So much of my walk had circled back to familiar themes: home, grief, deracination. To be torn from one’s native place and culture was a trauma that could be overcome – even harnessed to advantage. Yet for many, the pain of removal seeped through the years. If you managed to get back, were you ever the same again? Could you restore what was lost?

Beyond the stream at the end of Gadzhi-Isa’s road, a scrap of cloth fluttered from a pole and a narrow path climbed through undergrowth into forest, switchbacking over the roots of trees, a ribbon of muddy ground slick with fallen leaves.
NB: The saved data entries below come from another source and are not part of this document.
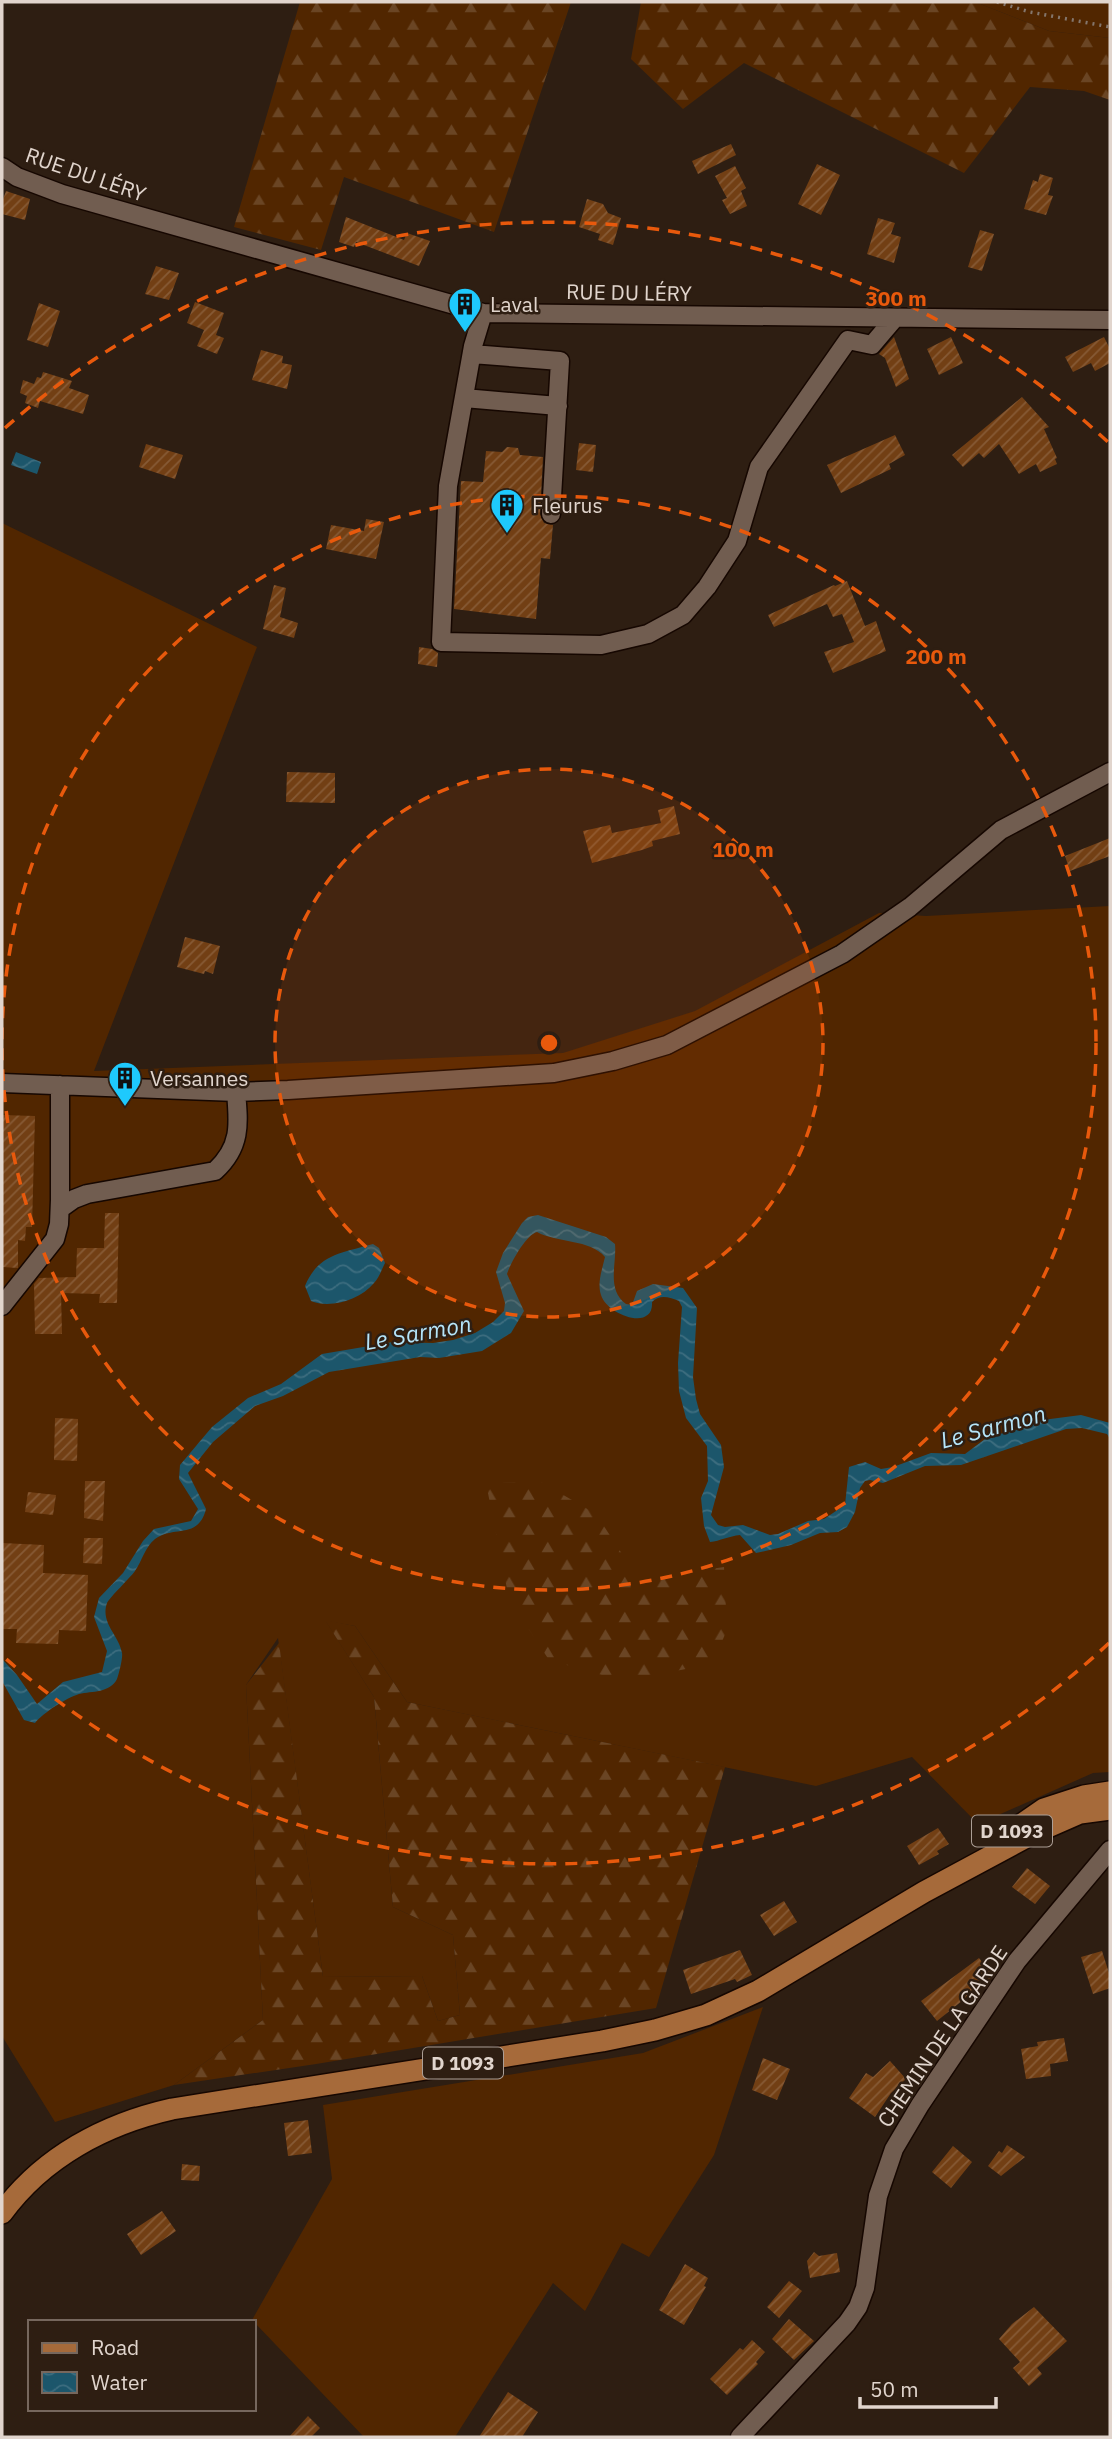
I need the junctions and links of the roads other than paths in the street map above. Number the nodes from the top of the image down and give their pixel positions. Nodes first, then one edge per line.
1 (2, 167) edge
2 (483, 313) junction
3 (895, 318) junction
4 (1110, 320) edge
5 (472, 354) junction
6 (464, 398) junction
7 (558, 406) junction
8 (551, 514) dead end
9 (1110, 772) edge
10 (2, 1083) edge
11 (60, 1085) junction
12 (236, 1092) junction
13 (60, 1209) junction
14 (2, 1306) edge
15 (1110, 1791) edge
16 (1110, 1809) edge
17 (1110, 1850) edge
18 (924, 1892) junction
19 (2, 2213) edge
20 (740, 2437) edge

1 - 2 street, RUE DU LÉRY
2 - 3 street, RUE DU LÉRY
2 - 5 street
3 - 4 street, RUE DU LÉRY
3 - 6 street
5 - 6 street
5 - 7 street
6 - 7 street
7 - 8 street
9 - 12 street
10 - 11 street
11 - 12 street
11 - 13 street
12 - 13 street
13 - 14 street
15 - 18 main road, D 1093
16 - 18 main road, D 1093
17 - 20 street, CHEMIN DE LA GARDE
18 - 19 main road, D 1093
There was one last place to see before reaching the coast, and this was the way. I got ahead a little – Suleyman’s limp often slowed him down – and met a Dagestani soldier in uniform descending the path. He had a pistol at his hip and was carrying two bulging plastic bags full of walnuts. “Wow,” he said, on meeting an Englishman. “Aren’t you afraid? I go everywhere with my gun, even when I’m off duty, like now. The boyeviki [militants] could be anywhere in these woods.”
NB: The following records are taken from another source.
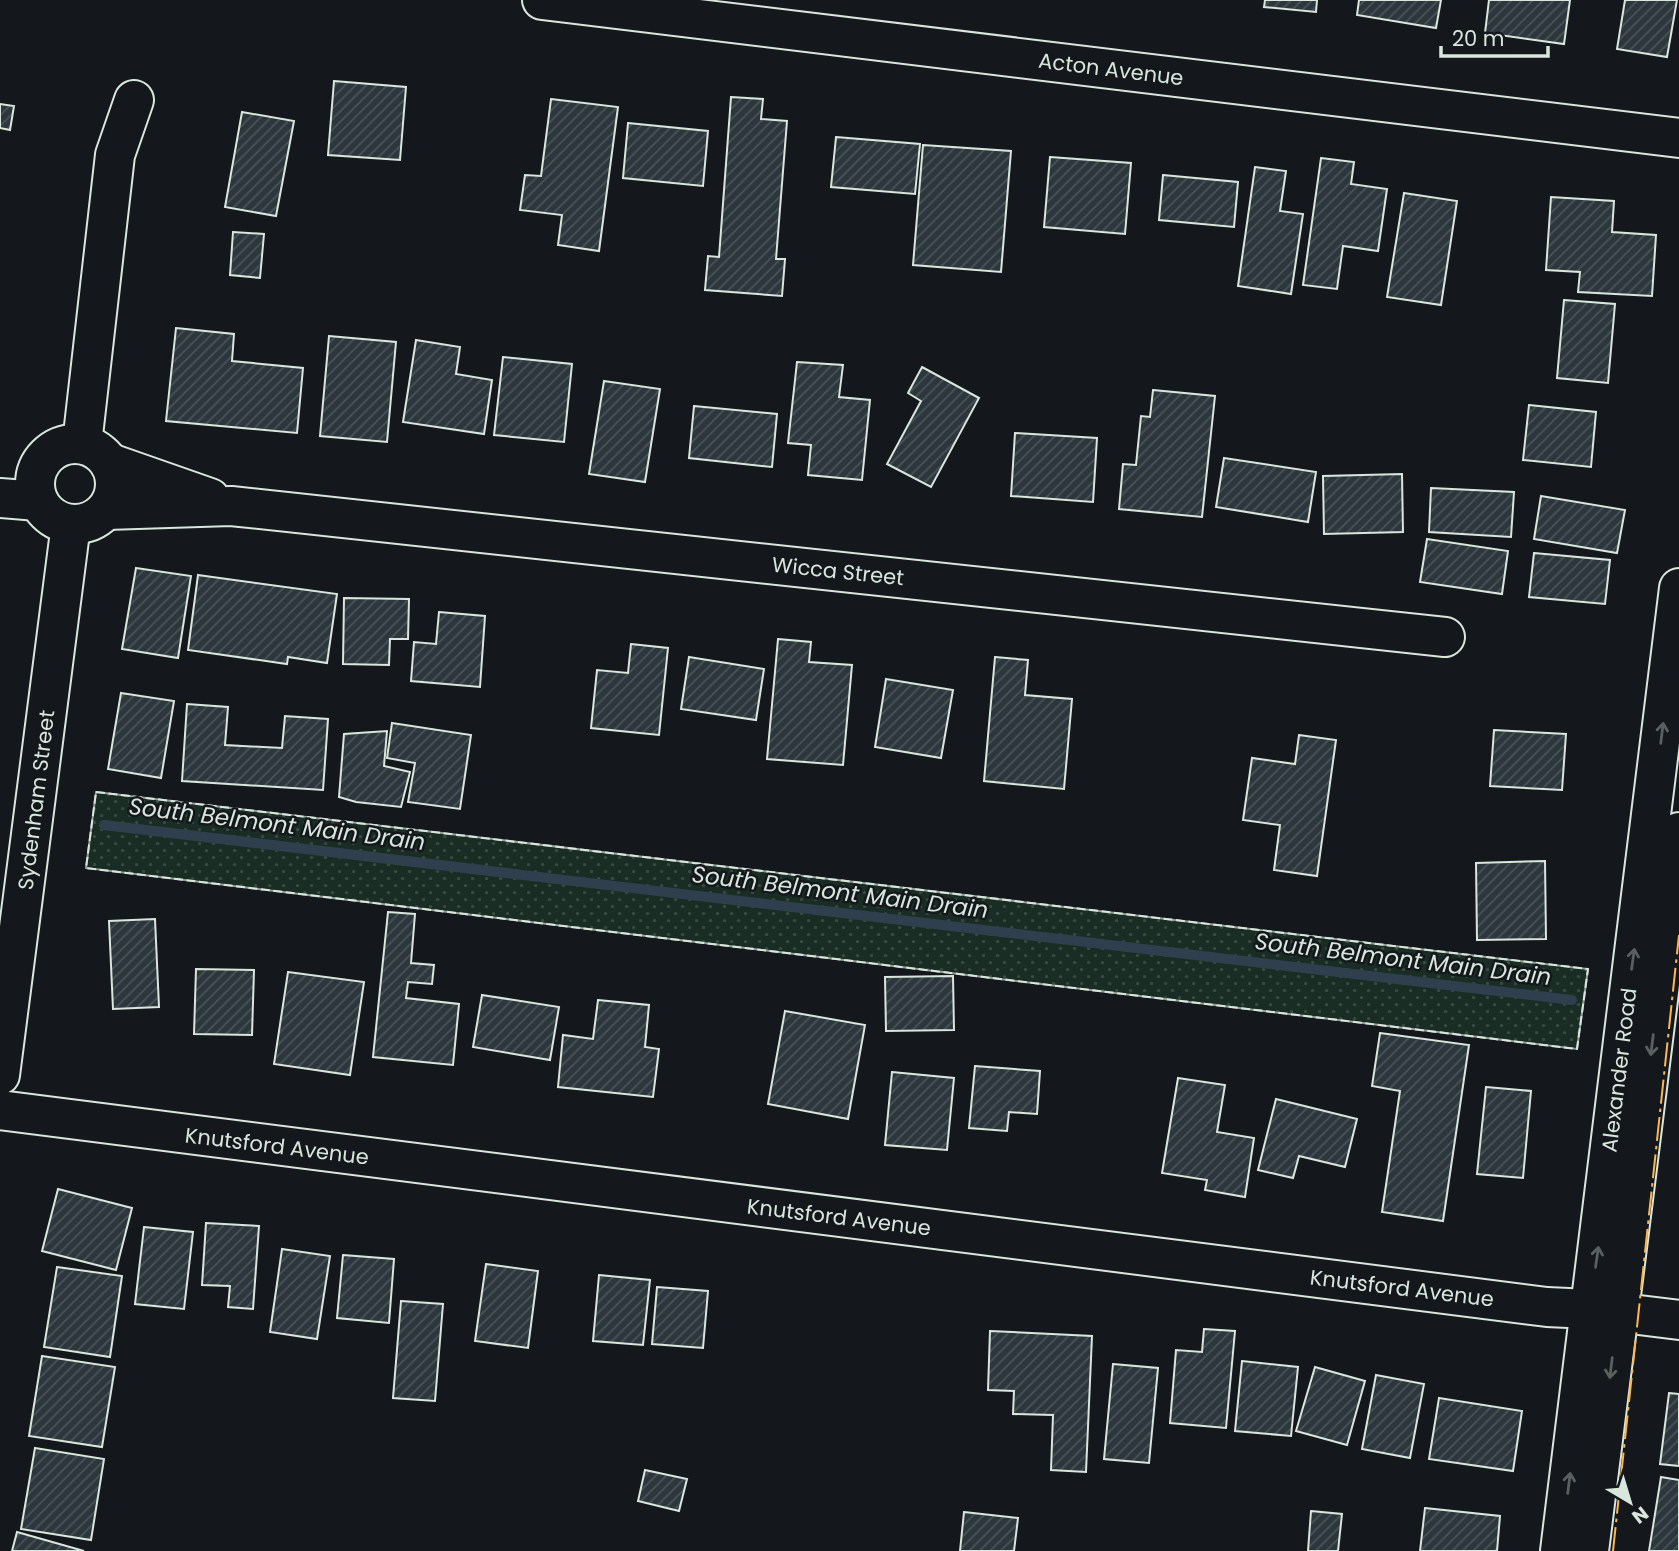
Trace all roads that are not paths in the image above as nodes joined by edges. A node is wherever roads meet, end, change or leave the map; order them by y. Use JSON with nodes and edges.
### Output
{"nodes":[{"id":1,"x":542,"y":0,"type":"edge"},
{"id":2,"x":134,"y":100,"type":"dead end"},
{"id":3,"x":1679,"y":138,"type":"edge"},
{"id":4,"x":96,"y":453,"type":"junction"},
{"id":5,"x":24,"y":482,"type":"edge"},
{"id":6,"x":0,"y":498,"type":"edge"},
{"id":7,"x":231,"y":506,"type":"junction"},
{"id":8,"x":106,"y":510,"type":"junction"},
{"id":9,"x":71,"y":524,"type":"junction"},
{"id":10,"x":1679,"y":588,"type":"edge"},
{"id":11,"x":1445,"y":637,"type":"dead end"},
{"id":12,"x":1673,"y":688,"type":"edge"},
{"id":13,"x":1679,"y":832,"type":"edge"},
{"id":14,"x":0,"y":1075,"type":"edge"},
{"id":15,"x":0,"y":1110,"type":"edge"},
{"id":16,"x":1604,"y":1310,"type":"junction"},
{"id":17,"x":1679,"y":1320,"type":"edge"},
{"id":18,"x":1560,"y":1551,"type":"edge"},
{"id":19,"x":1589,"y":1551,"type":"edge"}],
"edges":[{"from":1,"to":3,"type":"street","name":"Acton Avenue"},
{"from":2,"to":4,"type":"street"},
{"from":4,"to":5,"type":"street"},
{"from":4,"to":7,"type":"street","name":"Wicca Street"},
{"from":4,"to":8,"type":"street"},
{"from":5,"to":6,"type":"street"},
{"from":5,"to":9,"type":"street"},
{"from":7,"to":8,"type":"street","name":"Wicca Street"},
{"from":7,"to":11,"type":"street","name":"Wicca Street"},
{"from":8,"to":9,"type":"street"},
{"from":9,"to":14,"type":"street","name":"Sydenham Street"},
{"from":10,"to":12,"type":"street","name":"Alexander Road"},
{"from":16,"to":12,"type":"street","name":"Alexander Road","one_way":true},
{"from":13,"to":16,"type":"street","name":"Alexander Road","one_way":true},
{"from":15,"to":16,"type":"street","name":"Knutsford Avenue"},
{"from":16,"to":17,"type":"street","name":"Knutsford Avenue"},
{"from":18,"to":16,"type":"street","name":"Alexander Road","one_way":true},
{"from":16,"to":19,"type":"street","name":"Alexander Road","one_way":true}]}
My aches seemed to have faded for a day, and I sped up the hill through the trees, feeling fit and unmoved by the soldier’s warning. At the top was a grassy knoll with a mosque and a mausoleum on it. To every side spread a vista of thickly wooded slopes and rocky scarps. The mausoleum, protected by the spreading branches of a beech tree and startling in its simple grace, was a hunkered building of stone blocks and rough brickwork with a blunt, tapering tower no more than ten feet high. There was an archway over the door and a single slit for a window. Before the mausoleum stood a cluster of carved gravestones.

This was the location of Kala-Koreysh, literally, “the fortress of the Quraysh”, a place of pilgrimage and veneration with no equal in southern Dagestan. No one can be sure, but it is believed that Kala-Koreysh was founded by Arab members of the Quraysh tribe, to which the Prophet himself belonged, and played an important role in the spread of Islam in Dagestan in the Middle Ages, becoming the centre of the Kaytag Utsmiystvo feudal state.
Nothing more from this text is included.